Dengan demikian, setiap orang di Indonesia menyumbang sampah sebanyak 0,68 kg per harinya. Dari jumlah tersebut, sampah makanan merupakan komposisi sampah yang paling banyak ditemukan yaitu sebanyak 30,8 persen, diikuti sampah plastik 18,5 persen, sampah kayu, ranting dan daun 12 persen. Kemudian sampah kertas/karton menyumbang 11,2 persen, sampah kain 4,9 persen, sampah logam 3,56 persen, sampah karet/kulit 3,5 persen, sampah kaca 2,8 persen, dan jenis sampah lainnya sebesar 12,8 persen.
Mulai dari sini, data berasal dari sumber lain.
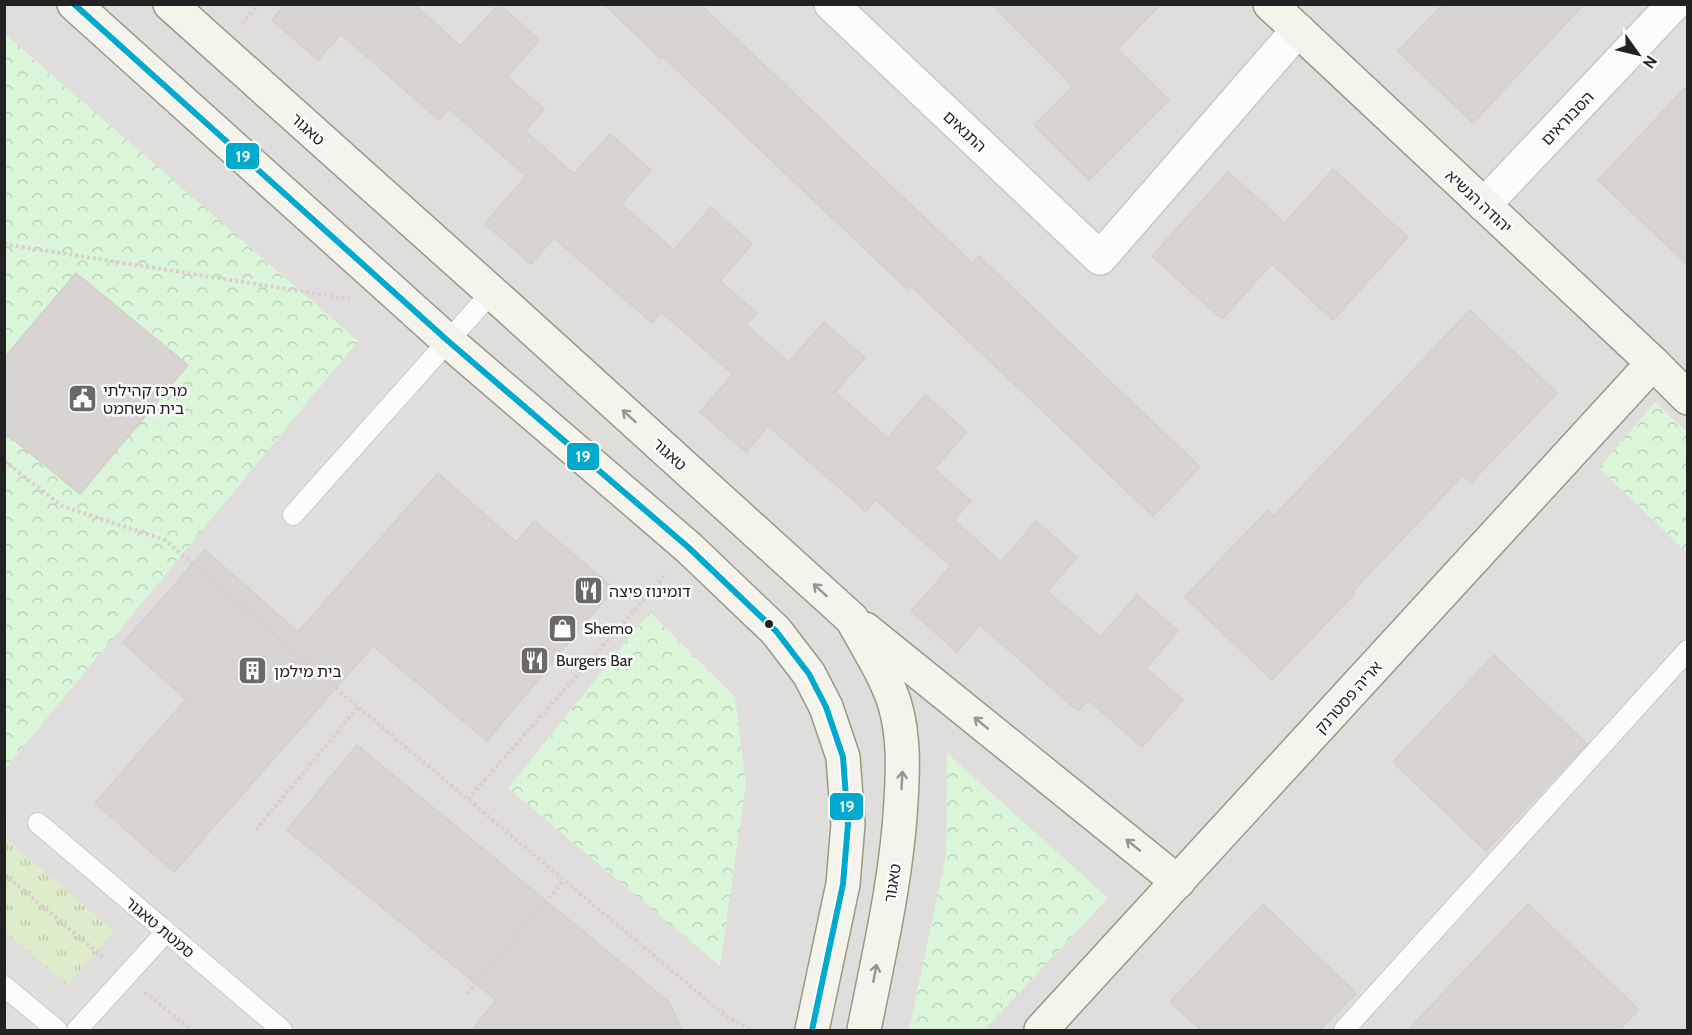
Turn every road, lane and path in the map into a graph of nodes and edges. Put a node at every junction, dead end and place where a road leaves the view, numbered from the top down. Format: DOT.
graph roads {
  1 [pos="74,4"];
  2 [pos="170,4"];
  3 [pos="831,4"];
  4 [pos="1270,4"];
  5 [pos="1674,4"];
  6 [pos="1298,30"];
  7 [pos="1484,205"];
  8 [pos="4,243"];
  9 [pos="491,293"];
  10 [pos="354,300"];
  11 [pos="448,340"];
  12 [pos="1653,363"];
  13 [pos="1688,398"];
  14 [pos="4,461"];
  15 [pos="293,515"];
  16 [pos="688,547"];
  17 [pos="852,619"];
  18 [pos="1688,650"];
  19 [pos="358,707"];
  20 [pos="468,800"];
  21 [pos="38,823"];
  22 [pos="256,830"];
  23 [pos="4,874"];
  24 [pos="10,879"];
  25 [pos="564,880"];
  26 [pos="1178,882"];
  27 [pos="4,885"];
  28 [pos="166,932"];
  29 [pos="126,976"];
  30 [pos="4,986"];
  31 [pos="467,994"];
  32 [pos="57,1030"];
  33 [pos="77,1030"];
  34 [pos="191,1030"];
  35 [pos="282,1030"];
  36 [pos="751,1030"];
  37 [pos="812,1030"];
  38 [pos="864,1030"];
  39 [pos="1041,1030"];
  40 [pos="1344,1030"];
  1 -- 11 [label="street"];
  2 -- 9 [label="street, טאגור"];
  3 -- 6 [label="street, התנאים"];
  4 -- 6 [label="street, יהודה הנשיא"];
  5 -- 7 [label="street, הסבוראים"];
  6 -- 7 [label="street, יהודה הנשיא"];
  7 -- 12 [label="street, יהודה הנשיא"];
  8 -- 10 [label="path"];
  9 -- 11 [label="lane"];
  17 -- 9 [label="street, טאגור, one-way"];
  11 -- 15 [label="lane"];
  11 -- 16 [label="street"];
  12 -- 13 [label="street, יהודה הנשיא"];
  12 -- 26 [label="street, אריה פסטרנק"];
  14 -- 19 [label="path"];
  16 -- 20 [label="path"];
  16 -- 37 [label="street"];
  26 -- 17 [label="street, one-way"];
  38 -- 17 [label="street, טאגור, one-way"];
  18 -- 40 [label="lane"];
  19 -- 20 [label="path"];
  19 -- 22 [label="path"];
  20 -- 25 [label="path"];
  21 -- 28 [label="lane, סמטת טאגור"];
  23 -- 24 [label="path"];
  24 -- 27 [label="path"];
  24 -- 29 [label="path"];
  25 -- 31 [label="path"];
  25 -- 36 [label="path"];
  26 -- 39 [label="street, אריה פסטרנק"];
  28 -- 29 [label="lane"];
  28 -- 35 [label="lane, סמטת טאגור"];
  29 -- 33 [label="lane"];
  29 -- 34 [label="path"];
  30 -- 32 [label="lane"];
}
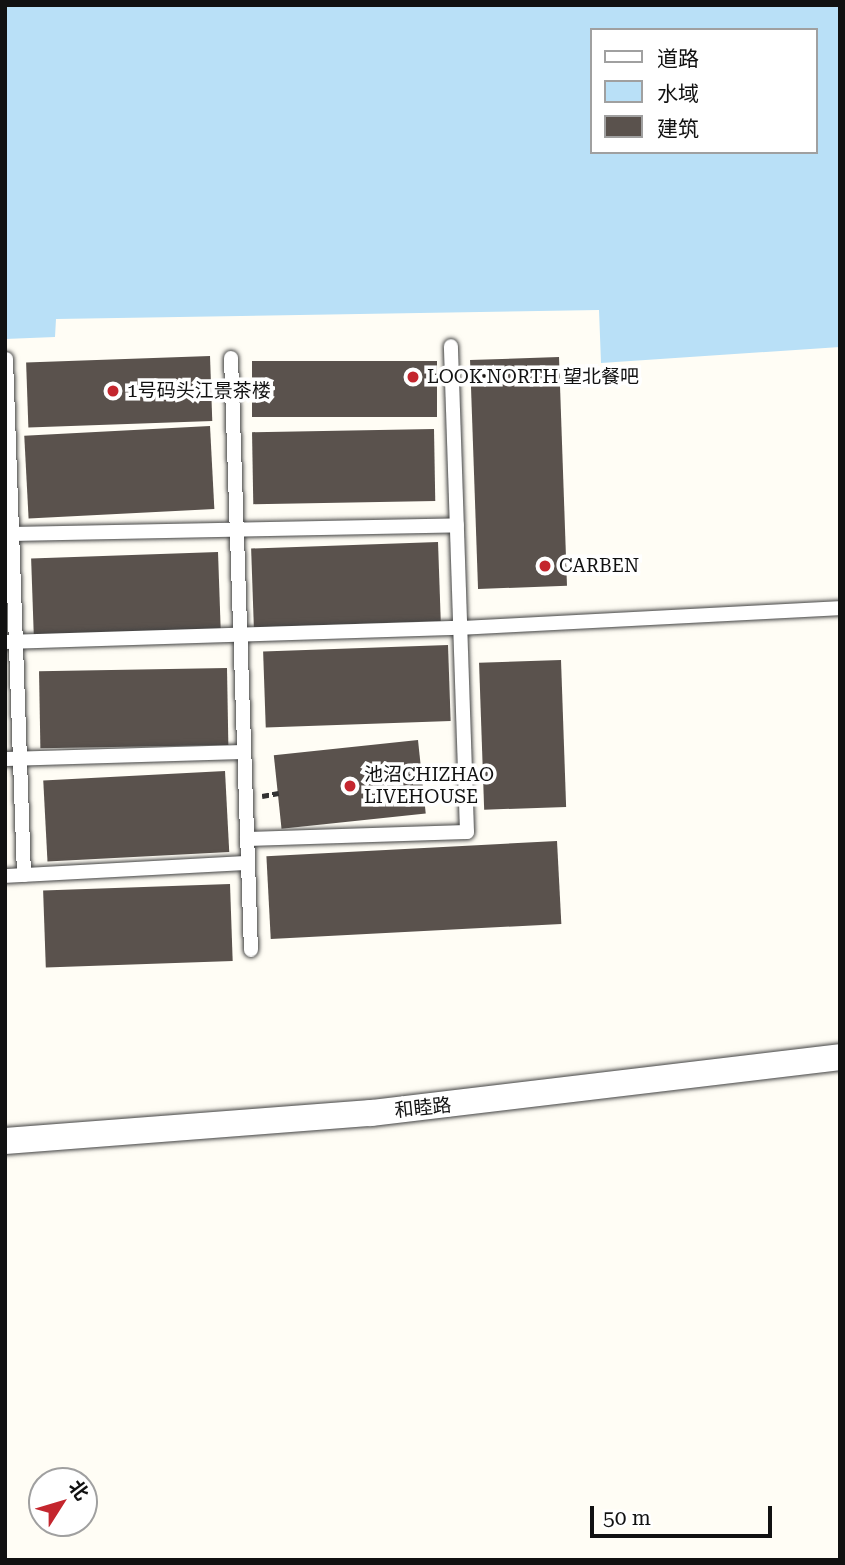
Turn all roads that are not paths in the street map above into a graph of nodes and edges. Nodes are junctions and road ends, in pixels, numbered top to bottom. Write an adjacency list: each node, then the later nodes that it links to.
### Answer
1 (451, 346): 4 (lane)
2 (231, 358): 5 (lane)
3 (6, 359): 6 (lane)
4 (457, 525): 5 (lane); 8 (lane)
5 (237, 529): 6 (lane); 9 (lane)
6 (8, 534): 10 (lane)
7 (840, 608): 8 (lane)
8 (460, 628): 9 (lane); 13 (lane)
9 (240, 635): 10 (lane); 11 (lane)
10 (10, 642): 12 (lane)
11 (244, 752): 12 (lane); 13 (lane)
12 (12, 759): 15 (lane)
13 (247, 839): 14 (lane)
14 (248, 863): 15 (lane); 17 (lane)
15 (24, 875): 16 (lane)
16 (5, 876)
17 (251, 950)
18 (840, 1057): 19 (street, 和睦路)
19 (5, 1141)

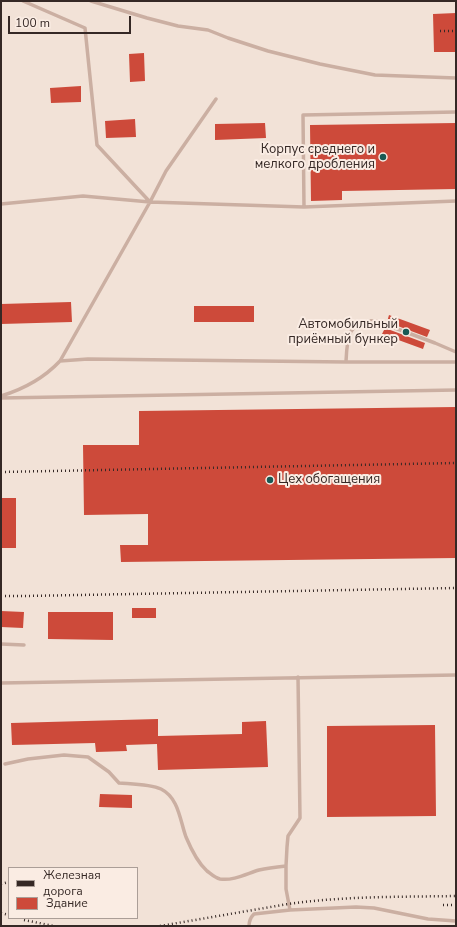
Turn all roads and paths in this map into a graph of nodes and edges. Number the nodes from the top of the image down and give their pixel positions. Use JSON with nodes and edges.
{"nodes":[{"id":1,"x":23,"y":1,"type":"edge"},
{"id":2,"x":91,"y":1,"type":"edge"},
{"id":3,"x":456,"y":78,"type":"edge"},
{"id":4,"x":216,"y":99,"type":"dead end"},
{"id":5,"x":456,"y":112,"type":"edge"},
{"id":6,"x":456,"y":201,"type":"edge"},
{"id":7,"x":150,"y":202,"type":"junction"},
{"id":8,"x":1,"y":204,"type":"edge"},
{"id":9,"x":304,"y":206,"type":"junction"},
{"id":10,"x":456,"y":352,"type":"edge"},
{"id":11,"x":60,"y":361,"type":"junction"},
{"id":12,"x":346,"y":362,"type":"junction"},
{"id":13,"x":456,"y":362,"type":"edge"},
{"id":14,"x":456,"y":390,"type":"edge"},
{"id":15,"x":1,"y":397,"type":"edge"},
{"id":16,"x":1,"y":644,"type":"edge"},
{"id":17,"x":24,"y":646,"type":"dead end"},
{"id":18,"x":456,"y":675,"type":"edge"},
{"id":19,"x":298,"y":677,"type":"junction"},
{"id":20,"x":1,"y":683,"type":"edge"},
{"id":21,"x":5,"y":764,"type":"dead end"},
{"id":22,"x":286,"y":866,"type":"junction"},
{"id":23,"x":290,"y":910,"type":"junction"},
{"id":24,"x":456,"y":922,"type":"edge"},
{"id":25,"x":249,"y":926,"type":"edge"}],
"edges":[{"from":1,"to":7,"type":"lane"},
{"from":2,"to":3,"type":"lane"},
{"from":4,"to":7,"type":"lane"},
{"from":5,"to":9,"type":"lane"},
{"from":6,"to":9,"type":"lane"},
{"from":7,"to":8,"type":"lane"},
{"from":7,"to":9,"type":"lane"},
{"from":7,"to":11,"type":"lane"},
{"from":10,"to":12,"type":"lane"},
{"from":11,"to":12,"type":"lane"},
{"from":11,"to":15,"type":"lane"},
{"from":12,"to":13,"type":"lane"},
{"from":14,"to":15,"type":"lane"},
{"from":16,"to":17,"type":"lane"},
{"from":18,"to":19,"type":"lane"},
{"from":19,"to":20,"type":"lane"},
{"from":19,"to":22,"type":"lane"},
{"from":21,"to":22,"type":"lane"},
{"from":22,"to":23,"type":"lane"},
{"from":23,"to":24,"type":"lane"},
{"from":23,"to":25,"type":"lane"}]}
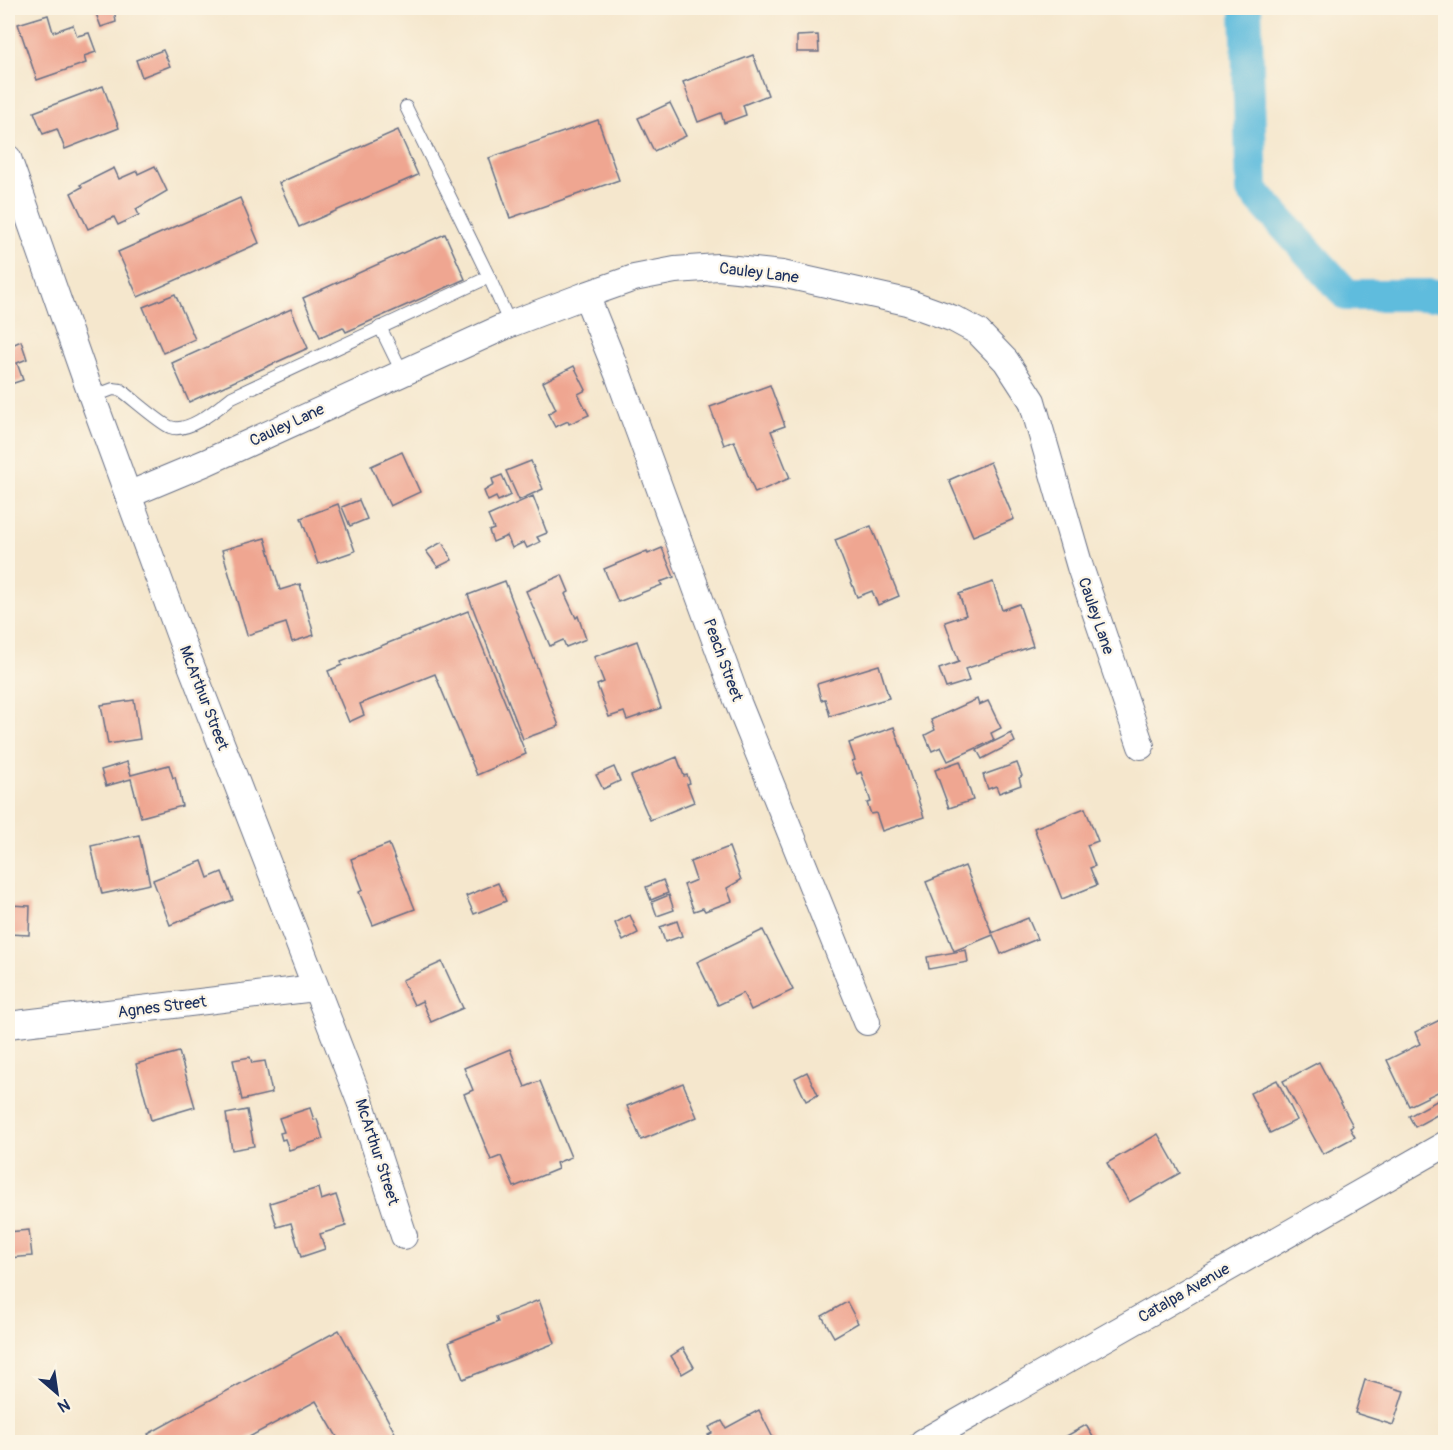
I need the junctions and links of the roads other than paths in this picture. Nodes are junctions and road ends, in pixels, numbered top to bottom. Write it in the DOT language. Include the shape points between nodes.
graph roads {
  1 [pos="406,107"];
  2 [pos="8,158"];
  3 [pos="489,277"];
  4 [pos="586,295"];
  5 [pos="510,324"];
  6 [pos="380,327"];
  7 [pos="404,374"];
  8 [pos="92,398"];
  9 [pos="128,495"];
  10 [pos="1141,746"];
  11 [pos="315,988"];
  12 [pos="867,1022"];
  13 [pos="8,1025"];
  14 [pos="1446,1144"];
  15 [pos="404,1236"];
  16 [pos="923,1443"];
  1 -- 3 [label="lane"];
  2 -- 8 [label="street, McArthur Street"];
  3 -- 5 [label="lane"];
  3 -- 6 [label="lane"];
  4 -- 5 [label="street, Cauley Lane"];
  4 -- 10 [label="street, Cauley Lane" via="634,278 718,267 782,274 907,302 978,332 1006,361 1032,401 1080,567"];
  4 -- 12 [label="street, Peach Street" via="737,700"];
  5 -- 7 [label="street, Cauley Lane"];
  6 -- 7 [label="lane"];
  6 -- 8 [label="lane" via="232,397 183,427 171,427 121,390 113,389"];
  7 -- 9 [label="street, Cauley Lane"];
  8 -- 9 [label="street, McArthur Street"];
  9 -- 11 [label="street, McArthur Street"];
  11 -- 13 [label="street, Agnes Street"];
  11 -- 15 [label="street, McArthur Street" via="361,1104"];
  14 -- 16 [label="street, Catalpa Avenue"];
}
Laporan terbaru Economist Intelligence Unit (EIU) juga mengungkapkan setiap orang di Indonesia per tahunnya menghasilkan sekitar 300 kg sampah makanan. Jumlah ini menempatkan Indonesia sebagai negara kedua di dunia yang menghasilkan sampah makanan terbesar setelah Arab Saudi.
Head of Communication and Engagement Waste4Change Hana Nur Auliana menjelaskan, data itu perlu menjadi perhatian seluruh lapisan masyarakat karena sampah makanan dapat menghasilkan gas metan.
“Laporan EIU juga menyebutkan bahwa gas metan 20 kali lebih berbahaya dibandingkan gas karbondioksida. Sehingga, jika kita tidak berupaya mengurangi dan mengelola sampah makanan secara bijak, maka jumlahnya akan semakin meningkat dan ini akan berpengaruh pada terus memburuknya pemanasan global dan perubahan iklim di bumi ini," kata Hana.
Waste4Change berharap dapat terus berkolaborasi bersama seluruh lapisan masyarakat untuk mengurangi jumlah sampah yang berakhir di TPA dan lingkungan. Waste4Change terus mengimplementasikan berbagai program pengelolaan sampah secara bijak mulai dari edukasi dan riset pengelolaan sampah, pengangkutan sampah, pengolahan sampah organik dan anorganik menjadi material baru yang dapat dimanfaatkan kembali.
“Kita tidak bisa memungkiri bahwa antusiasme masyarakat Indonesia terhadap kegiatan memasak dan mengonsumsi makanan akan meningkat selama Ramadan hingga Idul Fitri,” katanya.
Oleh karena itu memasuki Ramadhan, pihaknya terus menjalankan berbagai program edukasi masyarakat untuk meningkatkan kesadaran masyarakat terhadap pentingnya memilah dan mengelola sampah secara bijak, khususnya sampah organik yang berasal dari sisa makanan.